L’apparato visivo umano si è sviluppato ed evoluto nel corso dei millenni per rispondere a stimoli e funzioni legate alla vita all’aria aperta. Le nuove abilità visive richieste dalla vita moderna, come la guida, la lettura, l’utilizzo di computer, tablet e smartphone, spesso in ambienti con illuminazione artificiale, rappresentano fattori di stress che possono causare affaticamento o persino deterioramento dell’apparato visivo.

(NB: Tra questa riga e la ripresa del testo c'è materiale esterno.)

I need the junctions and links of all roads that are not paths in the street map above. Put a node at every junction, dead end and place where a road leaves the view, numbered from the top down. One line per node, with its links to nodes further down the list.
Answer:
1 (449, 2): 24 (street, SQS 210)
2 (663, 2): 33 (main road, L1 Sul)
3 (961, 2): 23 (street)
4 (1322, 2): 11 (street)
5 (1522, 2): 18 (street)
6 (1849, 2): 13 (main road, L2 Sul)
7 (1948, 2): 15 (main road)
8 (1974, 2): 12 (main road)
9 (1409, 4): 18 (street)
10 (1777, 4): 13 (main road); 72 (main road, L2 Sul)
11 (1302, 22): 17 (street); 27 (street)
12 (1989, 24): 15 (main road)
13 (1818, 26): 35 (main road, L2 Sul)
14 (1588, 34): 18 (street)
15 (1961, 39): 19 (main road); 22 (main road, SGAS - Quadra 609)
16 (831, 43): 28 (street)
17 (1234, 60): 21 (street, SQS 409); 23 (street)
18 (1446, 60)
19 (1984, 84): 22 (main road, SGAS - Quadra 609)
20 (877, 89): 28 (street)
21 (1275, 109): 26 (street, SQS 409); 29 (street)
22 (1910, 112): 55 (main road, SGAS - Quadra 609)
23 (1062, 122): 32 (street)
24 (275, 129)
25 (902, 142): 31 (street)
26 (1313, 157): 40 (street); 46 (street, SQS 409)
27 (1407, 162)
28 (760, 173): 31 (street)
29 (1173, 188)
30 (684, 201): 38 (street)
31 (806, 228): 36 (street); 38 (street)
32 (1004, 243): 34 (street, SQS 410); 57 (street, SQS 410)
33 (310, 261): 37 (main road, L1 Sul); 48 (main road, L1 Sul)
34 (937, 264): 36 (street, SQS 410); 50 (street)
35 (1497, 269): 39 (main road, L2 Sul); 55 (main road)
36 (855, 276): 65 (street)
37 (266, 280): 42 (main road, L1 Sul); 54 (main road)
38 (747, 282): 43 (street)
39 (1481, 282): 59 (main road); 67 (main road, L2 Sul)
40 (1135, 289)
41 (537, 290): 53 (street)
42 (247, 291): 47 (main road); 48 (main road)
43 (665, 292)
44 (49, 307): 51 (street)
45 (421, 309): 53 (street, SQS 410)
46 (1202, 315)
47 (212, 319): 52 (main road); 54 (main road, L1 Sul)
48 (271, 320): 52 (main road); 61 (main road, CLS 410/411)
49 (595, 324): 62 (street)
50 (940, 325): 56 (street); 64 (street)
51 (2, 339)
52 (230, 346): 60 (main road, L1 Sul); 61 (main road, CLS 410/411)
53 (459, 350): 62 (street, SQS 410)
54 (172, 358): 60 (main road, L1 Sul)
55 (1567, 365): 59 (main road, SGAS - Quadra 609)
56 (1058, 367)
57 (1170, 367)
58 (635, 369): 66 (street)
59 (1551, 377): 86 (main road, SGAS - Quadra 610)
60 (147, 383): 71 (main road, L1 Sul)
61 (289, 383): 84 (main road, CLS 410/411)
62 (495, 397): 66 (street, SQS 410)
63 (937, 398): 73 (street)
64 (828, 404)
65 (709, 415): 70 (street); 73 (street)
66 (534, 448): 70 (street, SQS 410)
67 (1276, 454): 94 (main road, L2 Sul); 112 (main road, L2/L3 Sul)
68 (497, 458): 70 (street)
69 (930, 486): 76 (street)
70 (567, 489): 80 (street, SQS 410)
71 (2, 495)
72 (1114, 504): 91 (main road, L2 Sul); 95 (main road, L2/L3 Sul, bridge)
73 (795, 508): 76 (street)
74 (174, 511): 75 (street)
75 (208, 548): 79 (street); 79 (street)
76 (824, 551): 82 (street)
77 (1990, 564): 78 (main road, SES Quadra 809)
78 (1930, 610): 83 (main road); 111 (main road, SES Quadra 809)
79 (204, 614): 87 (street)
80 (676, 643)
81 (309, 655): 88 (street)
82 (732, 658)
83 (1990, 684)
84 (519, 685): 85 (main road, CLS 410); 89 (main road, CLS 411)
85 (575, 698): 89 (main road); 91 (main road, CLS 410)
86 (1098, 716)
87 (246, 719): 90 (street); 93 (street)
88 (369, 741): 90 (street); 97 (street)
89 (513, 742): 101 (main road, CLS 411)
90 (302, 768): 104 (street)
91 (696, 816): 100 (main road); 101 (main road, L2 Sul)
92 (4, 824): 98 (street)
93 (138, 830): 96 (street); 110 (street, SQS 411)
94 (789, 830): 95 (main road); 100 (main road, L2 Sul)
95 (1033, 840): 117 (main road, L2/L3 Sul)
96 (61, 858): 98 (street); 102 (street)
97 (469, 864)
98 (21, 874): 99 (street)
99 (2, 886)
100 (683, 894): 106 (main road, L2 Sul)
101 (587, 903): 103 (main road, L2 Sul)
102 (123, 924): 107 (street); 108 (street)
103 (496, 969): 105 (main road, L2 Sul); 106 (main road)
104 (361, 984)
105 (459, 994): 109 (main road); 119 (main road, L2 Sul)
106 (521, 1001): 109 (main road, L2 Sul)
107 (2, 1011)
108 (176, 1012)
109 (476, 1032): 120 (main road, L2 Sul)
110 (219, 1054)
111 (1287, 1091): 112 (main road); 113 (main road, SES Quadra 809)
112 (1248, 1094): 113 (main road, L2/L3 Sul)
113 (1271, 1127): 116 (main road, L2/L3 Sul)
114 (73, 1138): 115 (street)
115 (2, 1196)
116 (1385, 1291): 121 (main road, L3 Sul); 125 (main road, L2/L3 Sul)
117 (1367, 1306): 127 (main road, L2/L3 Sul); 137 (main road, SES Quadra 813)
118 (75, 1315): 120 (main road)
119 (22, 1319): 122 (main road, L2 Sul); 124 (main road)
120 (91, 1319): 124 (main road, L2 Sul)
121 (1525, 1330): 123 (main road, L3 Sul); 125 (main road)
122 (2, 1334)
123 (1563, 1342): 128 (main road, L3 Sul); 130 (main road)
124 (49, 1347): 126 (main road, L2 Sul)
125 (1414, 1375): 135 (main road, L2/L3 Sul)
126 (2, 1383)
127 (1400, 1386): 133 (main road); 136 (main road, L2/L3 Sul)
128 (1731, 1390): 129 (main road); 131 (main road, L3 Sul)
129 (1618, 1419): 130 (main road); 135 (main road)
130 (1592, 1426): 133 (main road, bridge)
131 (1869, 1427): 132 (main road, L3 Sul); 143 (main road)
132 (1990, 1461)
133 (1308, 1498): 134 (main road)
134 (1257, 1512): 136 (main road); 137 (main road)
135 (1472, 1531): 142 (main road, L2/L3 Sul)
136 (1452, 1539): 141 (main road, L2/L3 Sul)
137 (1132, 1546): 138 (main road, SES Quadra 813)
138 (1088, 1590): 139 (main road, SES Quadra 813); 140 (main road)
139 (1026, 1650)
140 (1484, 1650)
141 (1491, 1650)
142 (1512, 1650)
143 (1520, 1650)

L’uso prolungato dei dispositivi digitali può provocare disturbi oculari quali bruciore, arrossamento, lacrimazione o secchezza oculare, fastidio alla luce (fotofobia), senso di affaticamento e annebbiamenti visivi transitori. Secondo studi recenti, questi sintomi sono leggermente più frequenti nelle donne e tendono a peggiorare con l’uso eccessivo dello schermo, soprattutto oltre le sei ore consecutive nello stesso giorno.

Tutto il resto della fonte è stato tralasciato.